Park Analysis Questions

Working on a park evaluation - coupla things pop up, and I’m curious how the experienced people address these issues:

  1. Sometimes, a park will include a stick-built, or more than one. How does one evaluate this into the value? I understand that MHs owned by the park could be assigned a wholesale value, and any rental homes’ rent income is disregarded, due to the risk of losing that. But a SFH could have a pretty high value, even wholesale, when compared to a MH. A value so much higher, that it could negatively impact the value of a park. Yet, it would have a lower value than a SFH in a regular neighborhood, 'cuz its in a trailer park. How have experienced people assigned a value, positive or negative, to these houses? (the park I’m evaluating has 3!)

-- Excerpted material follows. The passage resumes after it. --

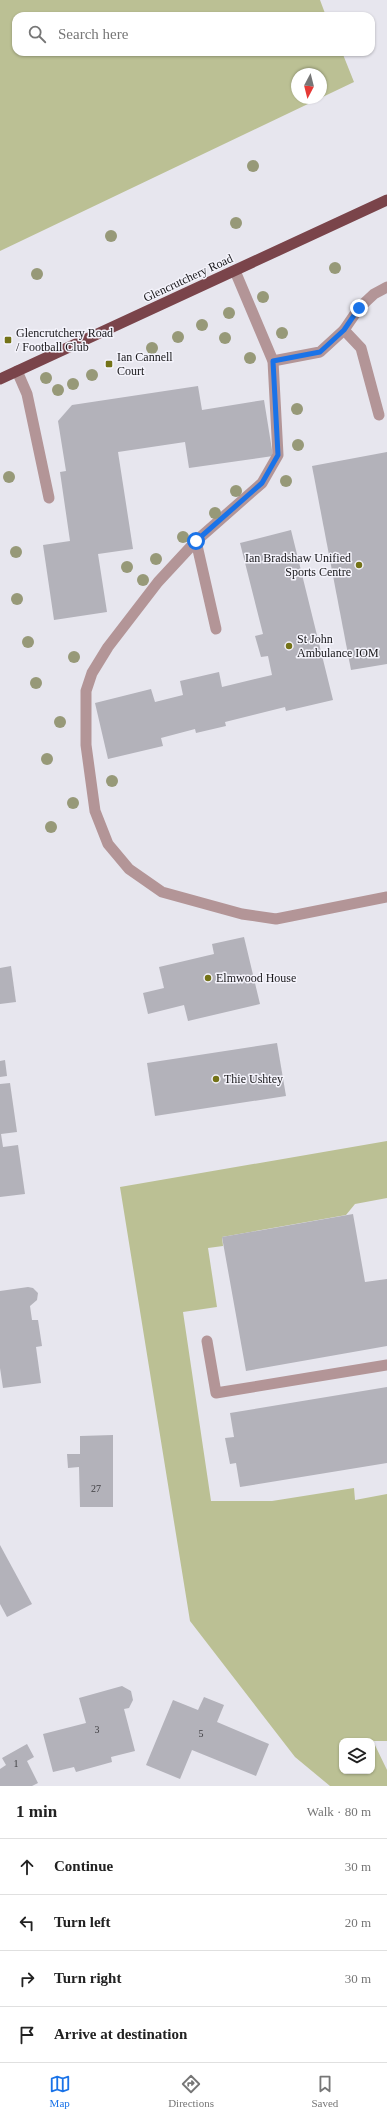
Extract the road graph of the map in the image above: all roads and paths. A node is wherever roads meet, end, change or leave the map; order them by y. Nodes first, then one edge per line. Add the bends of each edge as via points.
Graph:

  2. In viewing the rent roll, I see many people behind. I will take their rent out of the income calculation - but how far behind do most people consider a chronic, deductible, problem? At first I’m thinking $1K or more behind, but then I backpedal and figure that if I throw out people more than a month behnd, the seller will take action to correct that. What do y’all do?

  3. Park is on a well for water distribution. Residents can be billed flat rate, because of R&M, but what about metering, and billing more for excess usage above a standard? Also, as a method to determine problems?

I hate seeing SFH’s in parks cause it throws the numbers outa whack in a lot of cases… I evaluate them based on rents or resale depending on what I can do with it. If it can be broken off I’ll comp the house for what it can be sold off for and estimate 65% less repairs for a quick resale to a rehabber or retail buyer. If it can’t be split it off I use 48 times the rental amount.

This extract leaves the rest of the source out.